Se dunque riconosciamo al linguaggio questo valore, dovremo di pari passo convincerci che il lessico ha un proprio peso specifico, e che (senza scomodare Moretti) è necessario quantomeno interrogarsi sulle sfumature di senso che occorrono tra un termine e l’altro. 

Man mano che la questione immigrazione con il passare del tempo è andata complicandosi, anche il suo dizionario si è esteso e arricchito di nuovi lemmi: sono così state introdotte nuove relazioni, nuove sinonimie, spesso improprie
Migrante, profugo e rifugiato non sono sinonimi, nonostante vengano impiegati – quasi sempre – come se fossero tra loro interscambiabili.
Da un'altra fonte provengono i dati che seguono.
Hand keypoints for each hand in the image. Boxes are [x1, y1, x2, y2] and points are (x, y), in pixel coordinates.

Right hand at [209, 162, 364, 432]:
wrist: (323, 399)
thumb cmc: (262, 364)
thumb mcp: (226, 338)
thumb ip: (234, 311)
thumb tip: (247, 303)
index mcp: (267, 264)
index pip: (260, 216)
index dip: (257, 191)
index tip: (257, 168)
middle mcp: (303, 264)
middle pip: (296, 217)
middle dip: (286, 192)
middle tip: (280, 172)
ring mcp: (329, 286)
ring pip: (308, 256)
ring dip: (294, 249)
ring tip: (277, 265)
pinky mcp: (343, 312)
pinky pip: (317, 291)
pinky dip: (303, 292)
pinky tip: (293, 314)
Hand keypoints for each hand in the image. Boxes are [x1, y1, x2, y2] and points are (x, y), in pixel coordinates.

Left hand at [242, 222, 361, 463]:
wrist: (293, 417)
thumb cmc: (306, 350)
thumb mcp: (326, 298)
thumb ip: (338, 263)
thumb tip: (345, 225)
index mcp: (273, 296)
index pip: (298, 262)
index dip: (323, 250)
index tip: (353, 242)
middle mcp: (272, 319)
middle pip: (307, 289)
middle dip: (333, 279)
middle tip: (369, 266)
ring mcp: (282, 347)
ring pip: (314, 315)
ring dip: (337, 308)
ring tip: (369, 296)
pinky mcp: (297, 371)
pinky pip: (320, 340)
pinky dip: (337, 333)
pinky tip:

Questa sovrapposizione, evidentemente, trascura l’identità delle persone coinvolte, e ne svaluta l’esperienza. 

Tre definizioni. Migrante è un termine puramente generico. Indica chi sceglie di allontanarsi dal proprio paese per stabilirsi in un altro, anche per un periodo di tempo limitato. Tale decisione, in questo caso, è di natura volontaria; nella maggior parte dei casi, è dettata dal desiderio legittimo di migliorare le proprie condizioni di vita e di lavoro. 

La parola profugo, invece, sta a segnalare (anche qui, in maniera del tutto generica) colui che ha deciso di abbandonare il paese di origine in seguito a catastrofi naturali, guerre, o persecuzioni.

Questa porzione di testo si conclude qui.